Group plans through Kaiser Permanente may include:
- Traditional or deductible plans: These plans have set monthly amounts, and copays may be necessary. Fees may be paid by the plan participant until deductibles are met, and generally, there is an out-of-pocket annual maximum amount.
- Preferred Provider Organization (PPO) plans: These plans may be optimal for individuals who don’t reside in a Kaiser Permanente service region or who wish to use out-of-network providers. Coverage can be maintained at a higher rate when non-preferred physicians are used, and in-network coverage costs less.
- Point-of-Service Plans: This type of comprehensive coverage plan allows individuals to use in-network Kaiser Permanente providers and network-contracted providers, or pay more for out-of-network providers. It is a combination of an HMO and PPO plan.
- Out-of-Area Plans: Individuals living outside of a Kaiser Permanente coverage area can receive healthcare services without a referral. Preventative services are typically covered, and other services may be subject to cost-sharing or a deductible amount.
- Consumer-Directed Health Plans: Several options are available, including a health reimbursement account (HRA) plan where employers contribute for qualified medical expenses, a health savings account (HSA) plan that is a tax-free account set up by individuals to pay for medical expenses (employers may also contribute), and a flexible savings account (FSA) where individuals make contributions that are considered pre-tax, toward their medical expenses.
- Deductible plans: With maximum caps, services are provided for a fee until the deductible is met, and many services have a copay as well. Preventative services may be completely covered.
- Copay plans: Preventative services are covered, and there is no deductible amount for these services, though they are subject to a copay for office visits and services rendered. This a comprehensive coverage plan that may incur higher monthly premiums.
- Health Savings Account (HSA) plans: These plans have a combined pharmacy and medical cost deductible, and all costs are out of pocket until the deductible is reached.
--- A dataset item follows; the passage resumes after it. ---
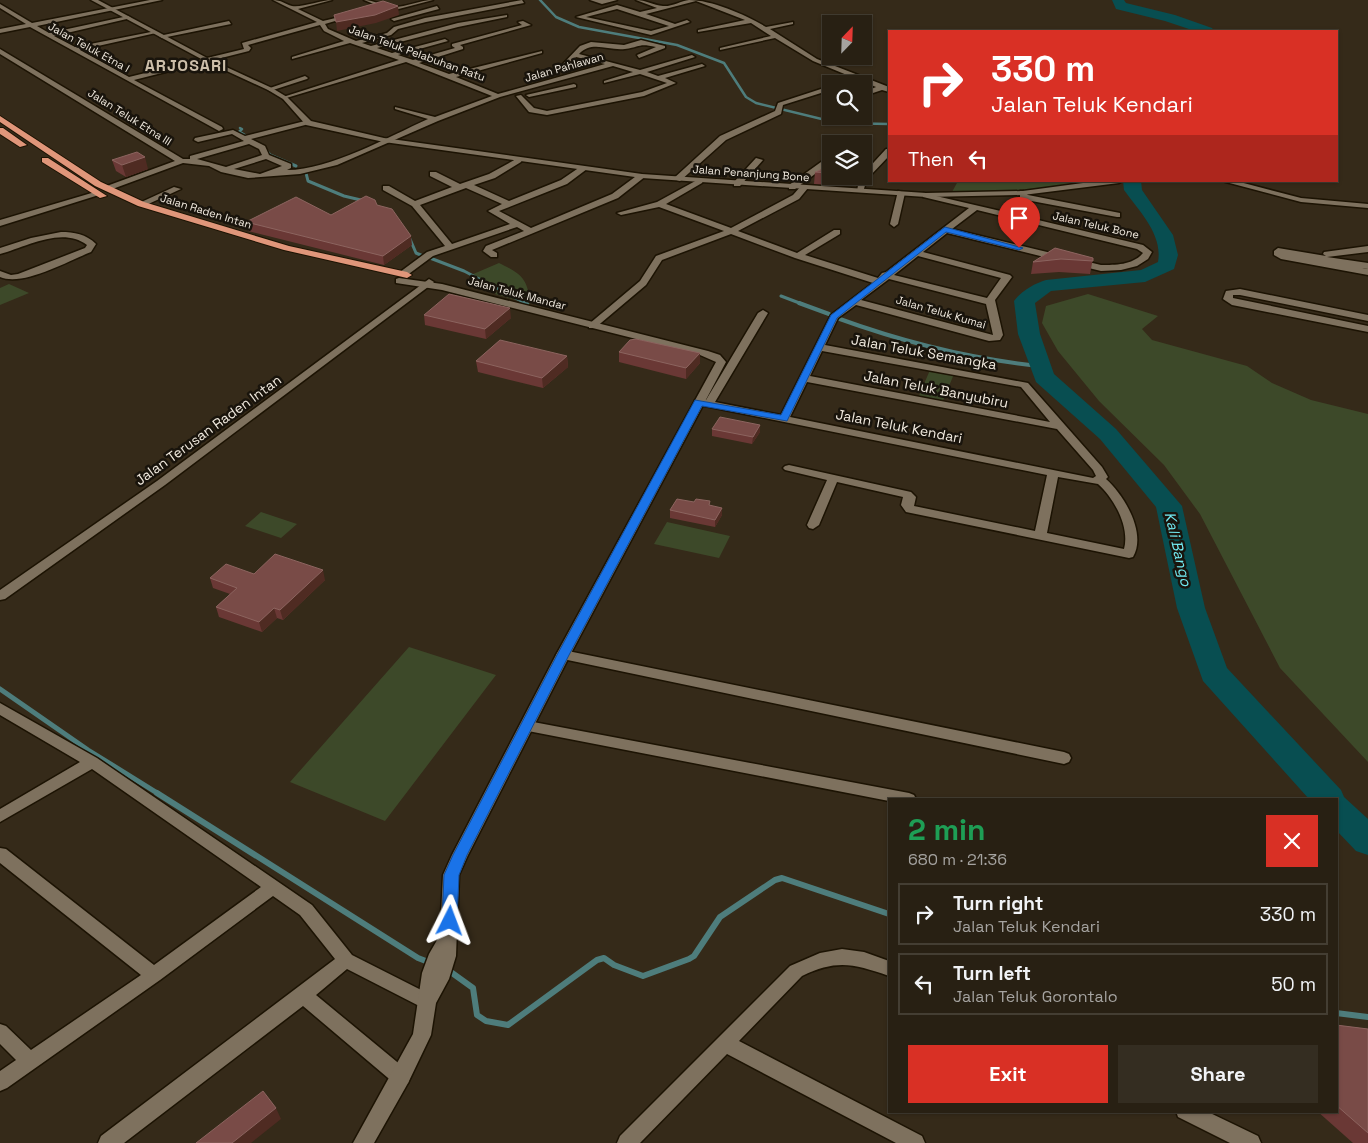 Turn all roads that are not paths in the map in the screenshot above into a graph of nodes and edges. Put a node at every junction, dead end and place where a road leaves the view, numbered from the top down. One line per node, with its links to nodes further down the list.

Costs are then covered at a percentage until the maximum out-of-pocket cap is reached. A health savings account can be set up to for a tax break on medical costs.
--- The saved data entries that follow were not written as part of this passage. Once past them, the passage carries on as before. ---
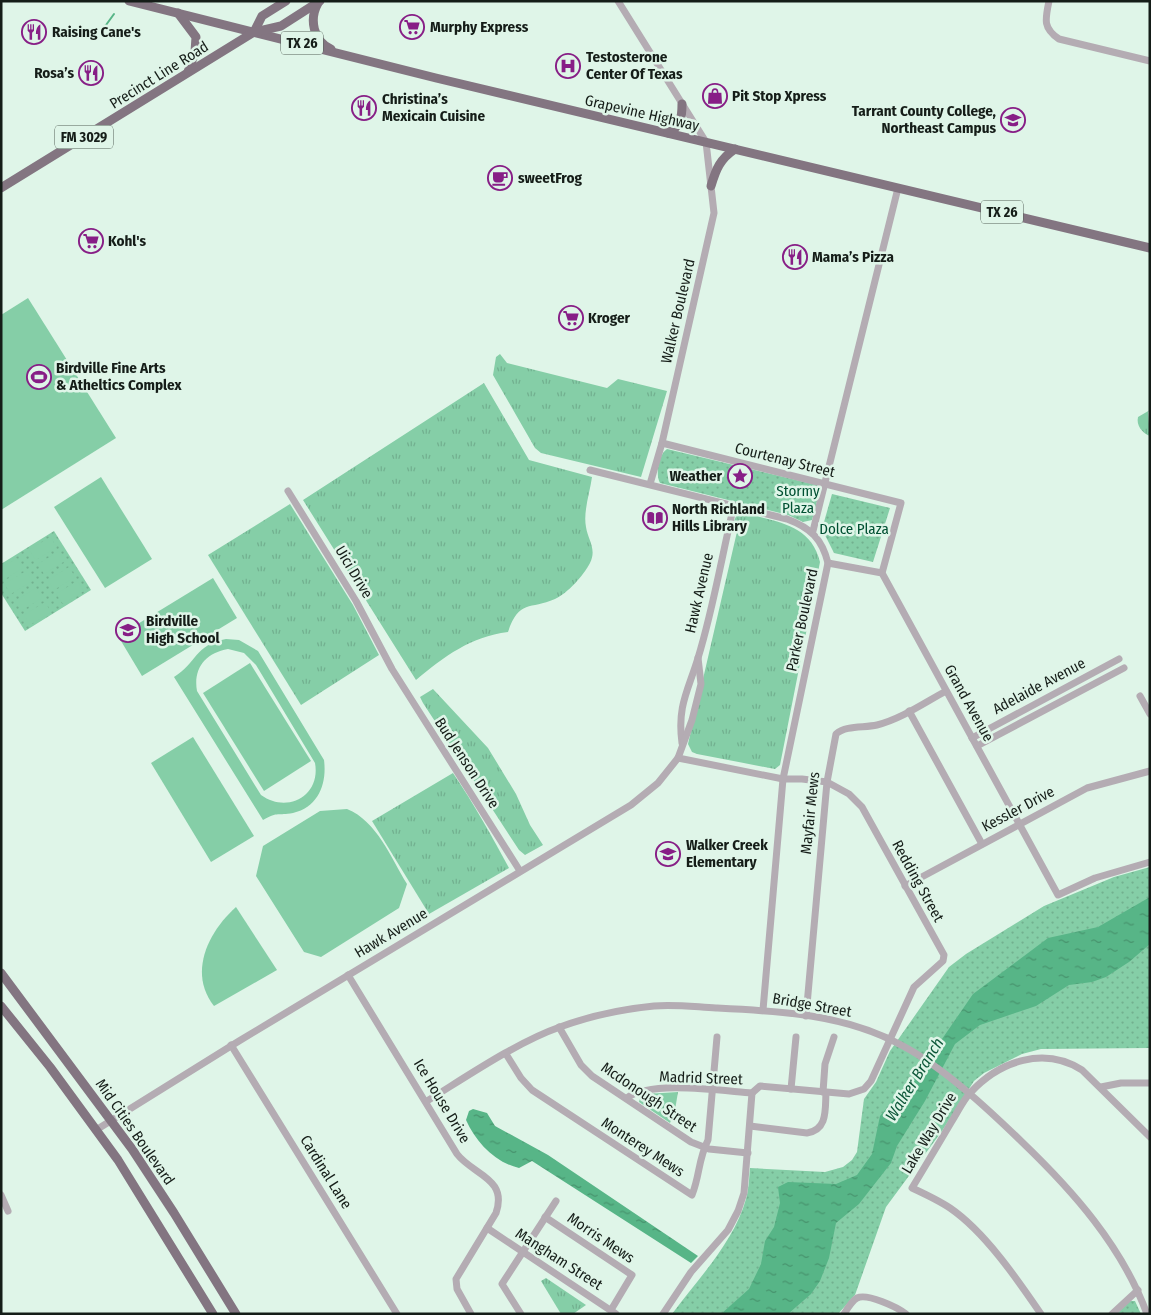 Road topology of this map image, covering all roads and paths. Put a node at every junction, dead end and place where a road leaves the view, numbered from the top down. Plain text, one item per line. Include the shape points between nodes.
1 (128, 1) edge
2 (286, 1) edge
3 (618, 1) edge
4 (1049, 1) edge
5 (319, 2) edge
6 (178, 13) junction
7 (254, 32) junction
8 (340, 53) junction
9 (1150, 61) edge
10 (188, 72) junction
11 (682, 104) junction
12 (668, 133) junction
13 (706, 142) junction
14 (735, 149) junction
15 (711, 186) junction
16 (1, 188) edge
17 (898, 188) junction
18 (1150, 248) edge
19 (662, 443) junction
20 (590, 470) dead end
21 (650, 484) junction
22 (824, 484) junction
23 (288, 491) dead end
24 (734, 505) junction
25 (813, 532) junction
26 (828, 563) junction
27 (882, 573) junction
28 (698, 658) junction
29 (1119, 659) dead end
30 (1124, 668) dead end
31 (392, 669) joint
32 (946, 691) junction
33 (1140, 696) dead end
34 (909, 711) junction
35 (1150, 714) edge
36 (972, 738) junction
37 (682, 744) junction
38 (977, 746) junction
39 (678, 758) junction
40 (1150, 771) edge
41 (782, 779) junction
42 (826, 782) junction
43 (1019, 824) junction
44 (982, 844) junction
45 (1150, 862) edge
46 (520, 871) junction
47 (905, 886) junction
48 (1, 973) edge
49 (348, 975) junction
50 (1, 1006) edge
51 (764, 1010) junction
52 (806, 1016) junction
53 (559, 1027) junction
54 (796, 1036) dead end
55 (717, 1037) dead end
56 (834, 1037) dead end
57 (890, 1039) junction
58 (231, 1045) junction
59 (506, 1054) junction
60 (1150, 1083) edge
61 (1101, 1087) junction
62 (791, 1089) junction
63 (714, 1090) junction
64 (825, 1092) junction
65 (969, 1093) junction
66 (752, 1094) junction
67 (627, 1098) junction
68 (427, 1101) junction
69 (111, 1120) junction
70 (750, 1126) junction
71 (96, 1130) junction
72 (1150, 1137) edge
73 (703, 1148) junction
74 (748, 1152) junction
75 (1, 1195) edge
76 (556, 1201) dead end
77 (8, 1211) dead end
78 (545, 1217) junction
79 (486, 1228) junction
80 (522, 1251) junction
81 (1138, 1290) junction
82 (614, 1312) edge
83 (213, 1314) edge
84 (236, 1314) edge
85 (397, 1314) edge
86 (471, 1314) edge
87 (521, 1314) edge
88 (663, 1314) edge
89 (844, 1314) edge
90 (906, 1314) edge
91 (1041, 1314) edge
92 (1112, 1314) edge
93 (1147, 1314) edge

1 - 6 main road, Grapevine Highway / TX 26
2 - 7 main road, Precinct Line Road / FM 3029 via 262,16
3 - 11 street
4 - 9 street via 1046,21 1049,32 1060,39
5 - 7 main road, Precinct Line Road / FM 3029 via 281,26
5 - 8 main road via 312,21 317,37
6 - 7 main road, Grapevine Highway / TX 26
6 - 10 main road via 196,37 196,52
7 - 8 main road, Grapevine Highway / TX 26
7 - 10 main road, Precinct Line Road / FM 3029
8 - 12 main road, Grapevine Highway / TX 26
10 - 16 main road, Precinct Line Road / FM 3029
11 - 12 main road via 682,119
11 - 13 street
12 - 13 main road, Grapevine Highway / TX 26
13 - 14 main road, Grapevine Highway / TX 26
13 - 15 street, Walker Boulevard
14 - 15 main road via 719,164
14 - 17 main road, Grapevine Highway / TX 26
15 - 19 street, Walker Boulevard via 714,218
17 - 18 main road, Grapevine Highway / TX 26
17 - 22 street
19 - 21 street, Walker Boulevard
19 - 22 street, Courtenay Street
20 - 21 street
21 - 24 street
22 - 25 street
22 - 27 street, Courtenay Street via 901,503
23 - 31 street, Uici Drive via 356,601
24 - 25 street via 788,519
24 - 28 street, Hawk Avenue
25 - 26 street, Parker Boulevard via 824,548
26 - 27 street
26 - 41 street, Parker Boulevard
27 - 32 street, Grand Avenue
28 - 37 street, Hawk Avenue via 682,700
28 - 37 street, Hawk Avenue via 701,684
29 - 36 street, Adelaide Avenue
30 - 38 street, Adelaide Avenue
31 - 46 street, Bud Jenson Drive
32 - 34 street, Mayfair Mews
32 - 36 street, Grand Avenue
33 - 35 street
34 - 42 street, Mayfair Mews via 879,725 839,731
34 - 44 street
36 - 38 street, Grand Avenue
37 - 39 street, Hawk Avenue
38 - 43 street, Grand Avenue
39 - 41 street, Redding Street
39 - 46 street, Hawk Avenue via 658,783 631,805
40 - 43 street, Kessler Drive via 1087,788
41 - 42 street, Redding Street
41 - 51 street, Parker Boulevard
42 - 47 street, Redding Street via 849,794 862,807
42 - 52 street, Mayfair Mews
43 - 44 street, Kessler Drive
43 - 45 street, Grand Avenue via 1058,895 1094,878
44 - 47 street, Kessler Drive
46 - 49 street, Hawk Avenue
47 - 57 street, Redding Street via 944,955 939,967 914,987
48 - 69 main road, Mid Cities Boulevard
49 - 58 street, Hawk Avenue
49 - 68 street, Ice House Drive
50 - 71 main road, Mid Cities Boulevard
51 - 52 street, Bridge Street
51 - 53 street, Bridge Street via 655,1006 610,1013
52 - 57 street, Bridge Street via 844,1022
53 - 59 street, Bridge Street
53 - 67 street, Mcdonough Street via 592,1076
54 - 62 street
55 - 63 street, Monterey Mews
56 - 64 street via 825,1064
57 - 64 street, Madrid Street via 868,1085 848,1094
57 - 65 street, Bridge Street
58 - 69 street, Hawk Avenue
58 - 85 street, Cardinal Lane
59 - 68 street, Bridge Street
59 - 73 street, Monterey Mews via 532,1090 692,1195
60 - 61 street
61 - 65 street, Lake Way Drive via 1071,1063 1044,1057 1012,1064 985,1078
61 - 72 street, Lake Way Drive
62 - 64 street, Madrid Street
62 - 66 street, Madrid Street via 760,1086
63 - 66 street, Madrid Street
63 - 67 street, Madrid Street via 642,1090
63 - 73 street, Monterey Mews via 708,1140
64 - 70 street via 823,1123 816,1130 807,1132
65 - 81 street, Bridge Street via 1042,1161 1094,1220 1117,1251
65 - 91 street, Lake Way Drive via 912,1188 950,1208 974,1229
66 - 70 street
67 - 73 street, Mcdonough Street
68 - 79 street, Ice House Drive via 461,1159 493,1184 499,1203
69 - 71 street, Hawk Avenue
69 - 84 main road, Mid Cities Boulevard via 174,1213
70 - 74 street
71 - 83 main road, Mid Cities Boulevard via 147,1204
73 - 74 street, Mcdonough Street
74 - 88 street via 744,1192 733,1220
75 - 77 street
76 - 78 street, Morris Mews
78 - 80 street, Morris Mews
78 - 82 street, Morris Mews via 632,1275
79 - 80 street, Mangham Street
79 - 86 street, Ice House Drive via 456,1279 457,1289
80 - 82 street, Mangham Street
80 - 87 street, Morris Mews via 502,1284
81 - 92 street
81 - 93 street, Bridge Street
89 - 90 street via 856,1299 863,1297 896,1307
- Deductible Catastrophic: Individuals with financial hardship may qualify for this plan in most coverage regions. It covers up to three doctors visits a year completely. Then, all additional fees are out-of-pocket expenses until the annual maximum deductible amount is reached. Many preventative services are covered at no charge as well.
Medicare is federal insurance coverage for adults over the age of 65, and Kaiser Permanente Medicare plans may provide more options than standard Medicare. Plans include the Kaiser Permanente Senior Advantage and the Senior Advantage Basic, which are HMO plans that vary according to the coverage region and plan selected. Most coverage will have low copays for services and prescriptions, with no copay for most preventative services. For seniors seeking substance abuse treatment, a trained insurance professional at a specialized treatment center can help individuals understand their coverage and how it may be used to pay for services.